SUPPLIED DATA Start Marker

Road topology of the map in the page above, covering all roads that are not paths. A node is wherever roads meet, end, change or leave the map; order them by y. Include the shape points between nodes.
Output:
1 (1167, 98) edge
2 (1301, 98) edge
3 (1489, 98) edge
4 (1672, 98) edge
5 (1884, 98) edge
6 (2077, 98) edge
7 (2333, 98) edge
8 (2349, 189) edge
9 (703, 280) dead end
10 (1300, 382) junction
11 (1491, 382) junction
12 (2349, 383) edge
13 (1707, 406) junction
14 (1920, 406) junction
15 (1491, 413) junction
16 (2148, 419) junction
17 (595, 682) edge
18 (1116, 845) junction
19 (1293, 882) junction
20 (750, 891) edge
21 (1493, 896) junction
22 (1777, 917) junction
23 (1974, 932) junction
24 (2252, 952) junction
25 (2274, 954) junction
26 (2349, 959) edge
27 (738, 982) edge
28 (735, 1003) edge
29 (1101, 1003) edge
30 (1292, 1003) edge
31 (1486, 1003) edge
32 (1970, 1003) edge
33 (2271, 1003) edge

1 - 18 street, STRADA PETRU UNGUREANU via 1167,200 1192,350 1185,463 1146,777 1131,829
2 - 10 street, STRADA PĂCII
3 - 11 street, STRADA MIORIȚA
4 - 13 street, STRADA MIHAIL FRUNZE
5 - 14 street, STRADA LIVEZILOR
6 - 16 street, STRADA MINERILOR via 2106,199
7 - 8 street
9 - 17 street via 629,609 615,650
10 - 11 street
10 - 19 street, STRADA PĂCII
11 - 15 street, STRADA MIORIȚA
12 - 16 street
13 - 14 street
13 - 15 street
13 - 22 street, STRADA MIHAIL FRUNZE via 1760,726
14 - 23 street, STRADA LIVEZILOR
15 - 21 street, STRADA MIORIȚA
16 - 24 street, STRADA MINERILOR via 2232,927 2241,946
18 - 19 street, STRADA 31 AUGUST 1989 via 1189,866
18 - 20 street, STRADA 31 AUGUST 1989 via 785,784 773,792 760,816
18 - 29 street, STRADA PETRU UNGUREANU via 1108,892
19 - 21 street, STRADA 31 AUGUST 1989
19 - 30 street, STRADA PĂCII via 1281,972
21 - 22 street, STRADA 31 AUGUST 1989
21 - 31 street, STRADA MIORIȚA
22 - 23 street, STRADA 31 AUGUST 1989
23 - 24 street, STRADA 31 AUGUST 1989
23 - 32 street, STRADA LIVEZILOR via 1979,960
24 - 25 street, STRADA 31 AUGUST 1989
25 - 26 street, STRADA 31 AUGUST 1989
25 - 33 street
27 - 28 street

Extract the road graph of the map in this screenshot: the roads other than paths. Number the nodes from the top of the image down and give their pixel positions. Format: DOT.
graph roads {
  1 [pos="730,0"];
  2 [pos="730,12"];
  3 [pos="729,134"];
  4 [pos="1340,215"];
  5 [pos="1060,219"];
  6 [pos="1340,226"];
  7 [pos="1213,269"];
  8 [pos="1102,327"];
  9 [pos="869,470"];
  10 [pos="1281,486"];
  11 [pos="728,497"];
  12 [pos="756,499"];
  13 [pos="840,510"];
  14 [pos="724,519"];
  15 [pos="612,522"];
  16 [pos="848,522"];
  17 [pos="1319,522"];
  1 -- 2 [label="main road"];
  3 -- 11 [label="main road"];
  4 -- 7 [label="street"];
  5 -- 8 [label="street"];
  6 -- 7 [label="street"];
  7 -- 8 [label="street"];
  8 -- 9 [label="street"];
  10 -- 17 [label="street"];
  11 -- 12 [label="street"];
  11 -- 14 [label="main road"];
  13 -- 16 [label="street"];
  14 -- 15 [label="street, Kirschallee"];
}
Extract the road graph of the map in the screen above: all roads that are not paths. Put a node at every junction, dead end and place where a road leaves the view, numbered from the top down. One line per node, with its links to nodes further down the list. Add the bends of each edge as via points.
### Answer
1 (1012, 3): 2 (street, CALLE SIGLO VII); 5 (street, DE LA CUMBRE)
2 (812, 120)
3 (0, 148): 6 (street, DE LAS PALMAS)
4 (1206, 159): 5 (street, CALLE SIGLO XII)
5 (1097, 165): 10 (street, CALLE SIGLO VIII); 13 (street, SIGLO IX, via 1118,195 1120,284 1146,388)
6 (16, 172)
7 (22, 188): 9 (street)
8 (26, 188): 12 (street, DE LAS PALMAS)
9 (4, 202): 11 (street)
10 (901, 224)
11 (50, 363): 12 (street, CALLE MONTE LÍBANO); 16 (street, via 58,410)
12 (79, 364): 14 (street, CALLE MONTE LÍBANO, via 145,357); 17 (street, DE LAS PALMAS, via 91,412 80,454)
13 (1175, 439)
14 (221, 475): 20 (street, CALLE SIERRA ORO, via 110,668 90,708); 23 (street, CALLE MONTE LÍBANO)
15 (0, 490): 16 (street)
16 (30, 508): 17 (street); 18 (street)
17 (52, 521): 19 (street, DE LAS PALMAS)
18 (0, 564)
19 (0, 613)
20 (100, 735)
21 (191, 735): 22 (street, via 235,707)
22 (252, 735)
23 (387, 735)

SUPPLIED DATA End Marker

DIRECTIONS FOR THIS TASK: Report every line in the listing that holds the word "dead".

TASK OUTPUT:
9 (703, 280) dead end
Extract the road graph of the map in the screen above: all roads that are not paths. Put a node at every junction, dead end and place where a road leaves the view, numbered from the top down. One line per node, with its links to nodes further down the list. Add the bends of each edge as via points.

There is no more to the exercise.